A Treatment Escalation Plan (TEP) is a communication tool which is helpful in hospital when a person with serious illness has the potential for acute deterioration or may be coming towards the end of their life.  Sometimes doing everything possible may actually lead to harm – to more suffering and distress rather than less - and without any particular gain. What can be done and what should be done may not necessarily be the same thing. Treatment Escalation Plans should be discussed and made based on personalised realistic goals rather than ‘one size fits all’ treatment.

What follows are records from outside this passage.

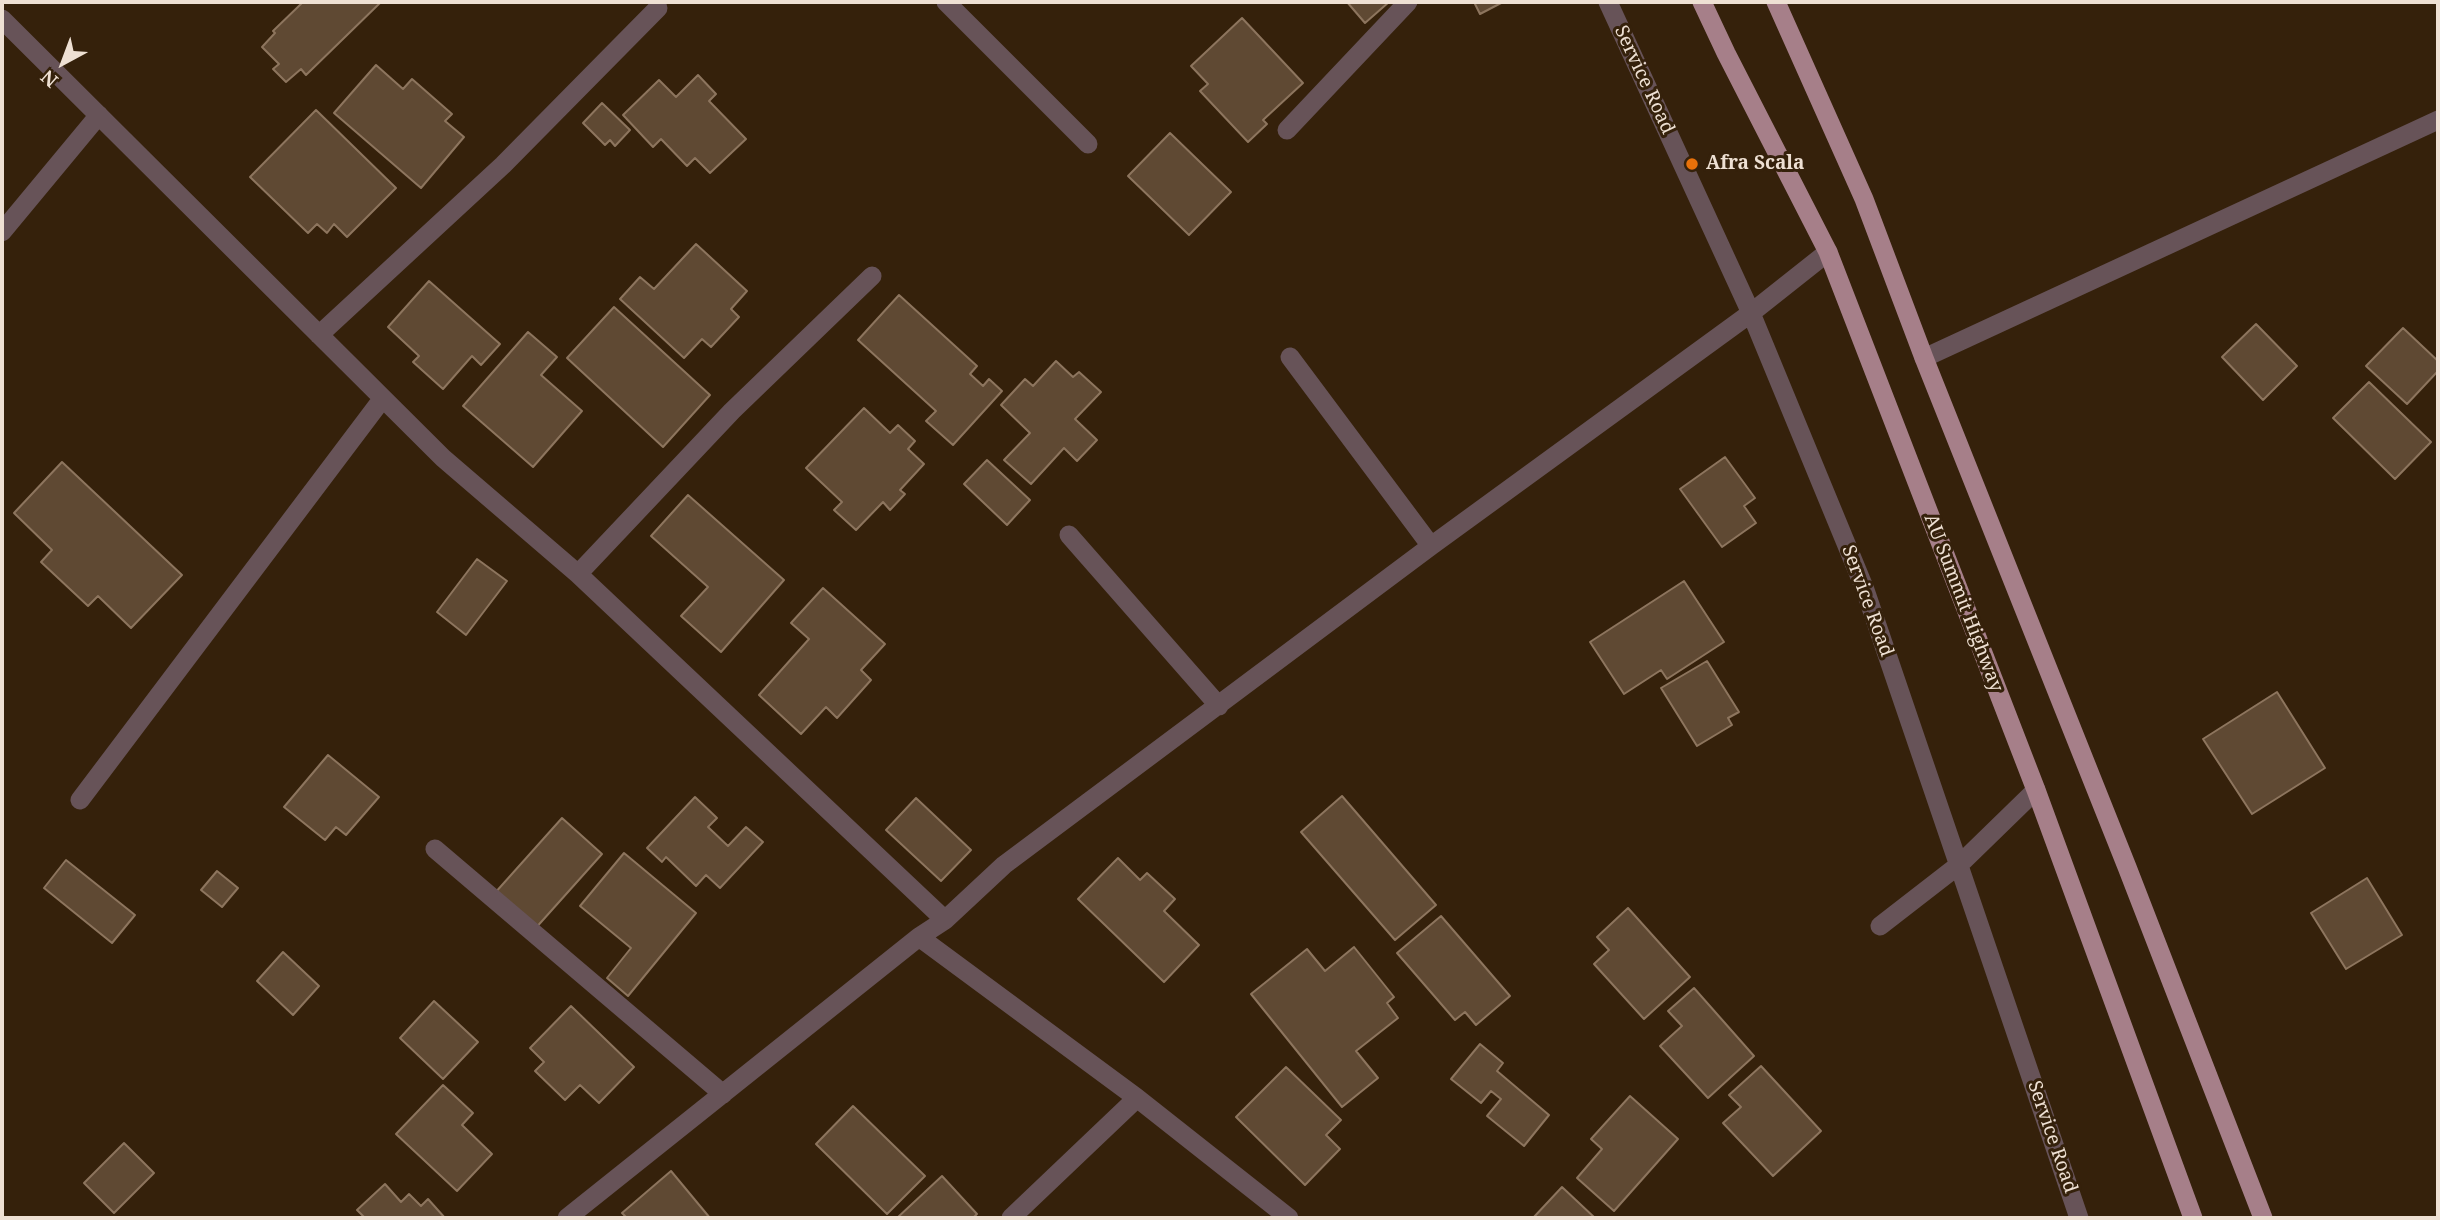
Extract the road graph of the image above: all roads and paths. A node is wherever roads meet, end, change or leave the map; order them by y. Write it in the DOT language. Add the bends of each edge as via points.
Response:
graph roads {
  1 [pos="946,2"];
  2 [pos="1408,2"];
  3 [pos="1608,2"];
  4 [pos="1702,2"];
  5 [pos="1776,2"];
  6 [pos="658,8"];
  7 [pos="2,19"];
  8 [pos="99,114"];
  9 [pos="2438,120"];
  10 [pos="1287,130"];
  11 [pos="1088,144"];
  12 [pos="2,232"];
  13 [pos="1828,252"];
  14 [pos="872,276"];
  15 [pos="1751,313"];
  16 [pos="319,335"];
  17 [pos="1290,357"];
  18 [pos="1924,358"];
  19 [pos="383,398"];
  20 [pos="1069,535"];
  21 [pos="1431,546"];
  22 [pos="578,574"];
  23 [pos="1219,706"];
  24 [pos="2036,790"];
  25 [pos="80,800"];
  26 [pos="435,849"];
  27 [pos="1960,864"];
  28 [pos="945,920"];
  29 [pos="1881,926"];
  30 [pos="919,937"];
  31 [pos="723,1094"];
  32 [pos="1137,1098"];
  33 [pos="567,1218"];
  34 [pos="1011,1218"];
  35 [pos="1289,1218"];
  36 [pos="2079,1218"];
  37 [pos="2193,1218"];
  38 [pos="2263,1218"];
  1 -- 11 [label="street"];
  2 -- 10 [label="street"];
  3 -- 15 [label="street, Service Road"];
  4 -- 13 [label="main road, AU Summit Highway"];
  5 -- 18 [label="main road" via="1864,199"];
  6 -- 16 [label="street" via="503,166"];
  7 -- 8 [label="street"];
  8 -- 12 [label="street"];
  8 -- 16 [label="street"];
  9 -- 18 [label="street"];
  13 -- 15 [label="street"];
  13 -- 24 [label="main road, AU Summit Highway"];
  14 -- 22 [label="street" via="732,411"];
  15 -- 21 [label="street"];
  15 -- 27 [label="street, Service Road" via="1864,587"];
  16 -- 19 [label="street"];
  17 -- 21 [label="street"];
  18 -- 38 [label="main road"];
  19 -- 22 [label="street" via="443,458"];
  19 -- 25 [label="street"];
  20 -- 23 [label="street"];
  21 -- 23 [label="street"];
  22 -- 28 [label="street"];
  23 -- 28 [label="street" via="1004,865"];
  24 -- 27 [label="street"];
  24 -- 37 [label="main road, AU Summit Highway"];
  26 -- 31 [label="street"];
  27 -- 29 [label="street"];
  27 -- 36 [label="street, Service Road"];
  28 -- 30 [label="street"];
  30 -- 31 [label="street"];
  30 -- 32 [label="street"];
  31 -- 33 [label="street"];
  32 -- 34 [label="street"];
  32 -- 35 [label="street"];
}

Crucially, a TEP provides on-call hospital staff with immediately accessible guidance about how to respond to an individual in times of crisis, especially out of hours and at weekends. A TEP becomes particularly important when there is agreement that interventions or referrals for more intensive care that are contrary to a person’s wishes or are futile or burdensome should not be undertaken. Equally in many patients who may have an agreed DNACPR, a TEP clarifies all the treatments and care that should continue.

The TEP being used in NHSGGC has recently been updated (Oct 2020) and is accessible via the following link:

Treatment Escalation Plan (PDF)

Copies for your department can be ordered from GRI Medical Illustration  ([email protected] or 0141 211 (2) 4692) quoting order number mi-314118.

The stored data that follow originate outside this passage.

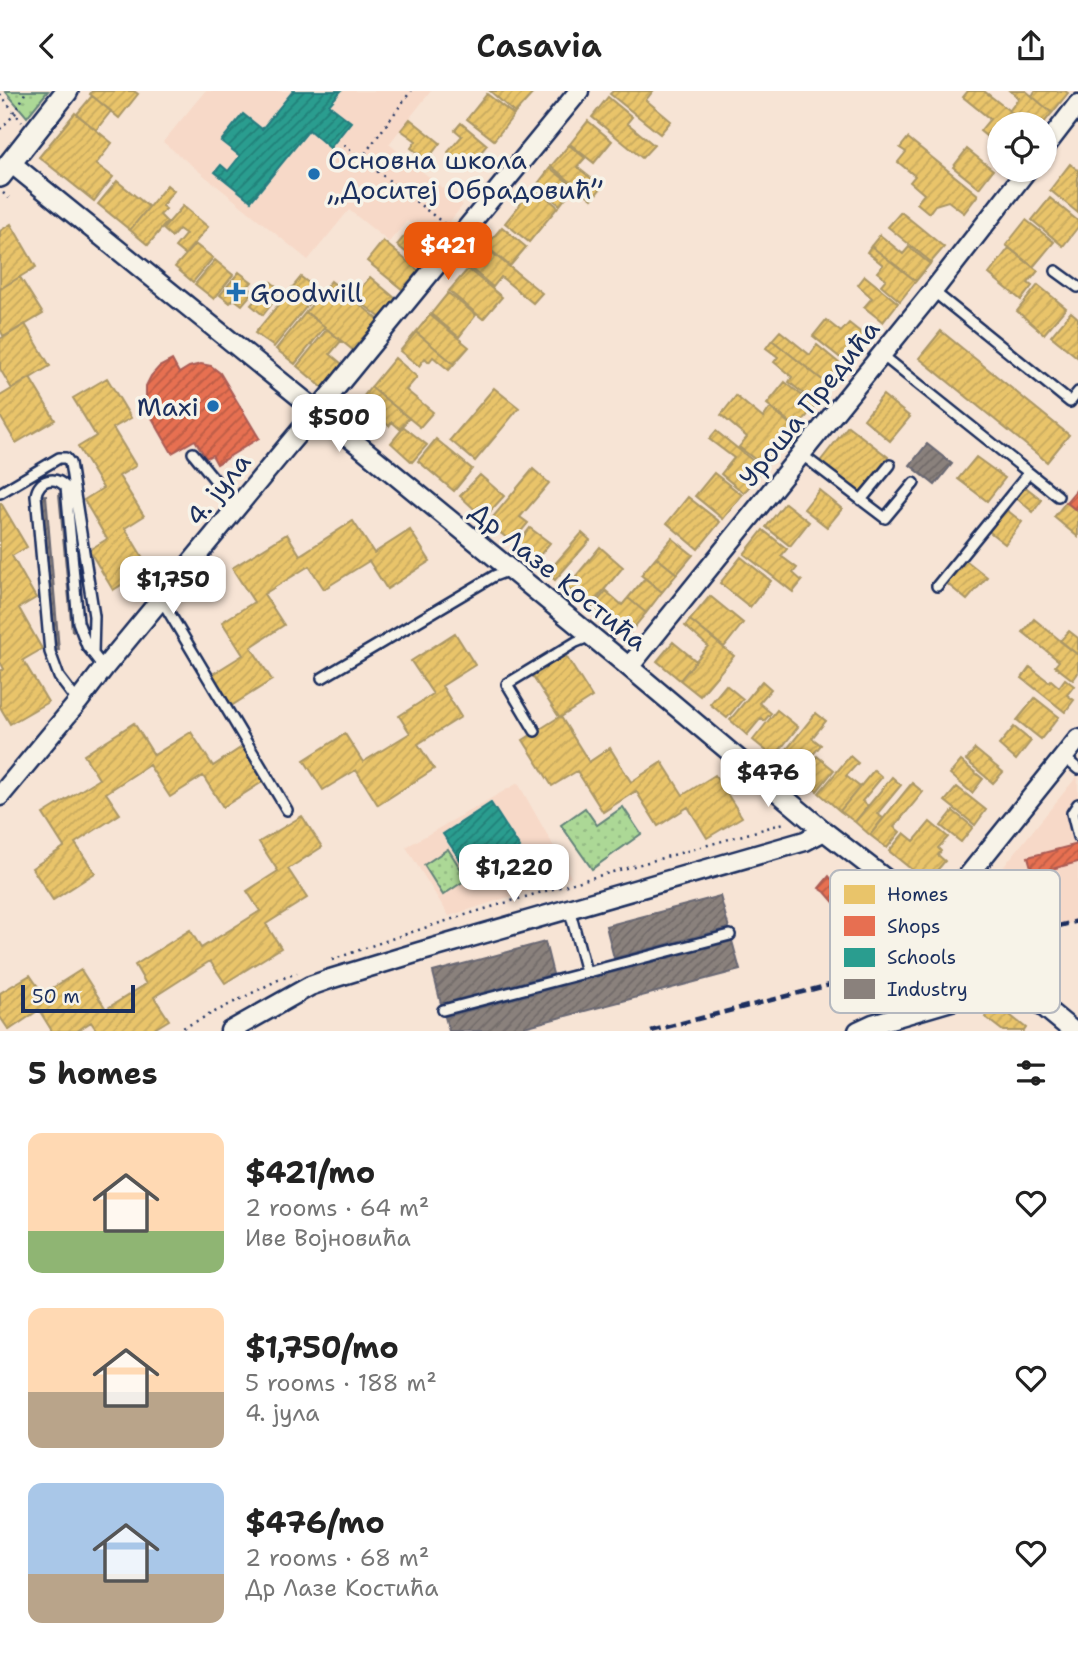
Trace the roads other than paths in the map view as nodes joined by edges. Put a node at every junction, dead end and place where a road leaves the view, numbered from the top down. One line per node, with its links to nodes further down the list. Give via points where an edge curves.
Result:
1 (67, 91): 5 (street)
2 (579, 91): 12 (street, 4. јула)
3 (1078, 104): 4 (street)
4 (1057, 131)
5 (5, 169): 12 (street, Др Лазе Костића)
6 (1018, 182): 9 (street, Уроша Предића)
7 (1056, 271): 8 (lane)
8 (1078, 287)
9 (933, 291): 10 (street, Уроша Предића); 11 (lane, via 1070,402)
10 (882, 355): 14 (street, Уроша Предића); 16 (lane)
11 (1078, 392)
12 (317, 411): 21 (street, 4. јула); 22 (street, Др Лазе Костића)
13 (193, 453): 21 (lane)
14 (801, 454): 20 (lane); 27 (street, Уроша Предића)
15 (890, 465): 20 (lane)
16 (1029, 473): 19 (lane); 23 (lane)
17 (915, 483): 20 (lane, via 885,518)
18 (0, 493): 26 (lane, via 60,458 70,463 94,616)
19 (1058, 496)
20 (862, 500)
21 (237, 507): 24 (street, 4. јула)
22 (510, 570): 25 (street, Др Лазе Костића); 28 (lane)
23 (937, 586)
24 (161, 600): 26 (street, 4. јула); 36 (lane)
25 (591, 636): 27 (street, Др Лазе Костића); 30 (lane, via 507,684)
26 (95, 656): 29 (street, 4. јула); 29 (lane, via 78,622 66,487 52,480 41,483 36,495 50,652 59,677)
27 (629, 667): 37 (street, Др Лазе Костића)
28 (322, 678)
29 (78, 702): 34 (street, 4. јула)
30 (535, 731)
31 (1078, 739): 32 (street)
32 (1064, 757): 33 (lane); 40 (street)
33 (1078, 769)
34 (0, 796)
35 (1078, 804): 38 (lane, via 1072,813)
36 (287, 810)
37 (824, 831): 39 (street, Др Лазе Костића); 41 (street, via 805,841)
38 (1078, 837)
39 (875, 870)
40 (972, 870)
41 (569, 908): 43 (lane); 47 (street, via 330,979)
42 (730, 935): 43 (lane)
43 (586, 972): 44 (lane)
44 (443, 1010)
45 (910, 1013): 48 (street)
46 (1052, 1013): 49 (street, Др Лазе Костића)
47 (230, 1031)
48 (858, 1031)
49 (1073, 1031)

In severe illness quality of care becomes more important than ever but the goals of treatment are different for different people. Hospital care is becoming more and more complex and both patients and their families are particularly vulnerable to the impact of errors, harms and poor communication. It is especially important for hospital staff to understand and respect the values and preferences of the people they are looking after and to discuss with them a plan for emergencies.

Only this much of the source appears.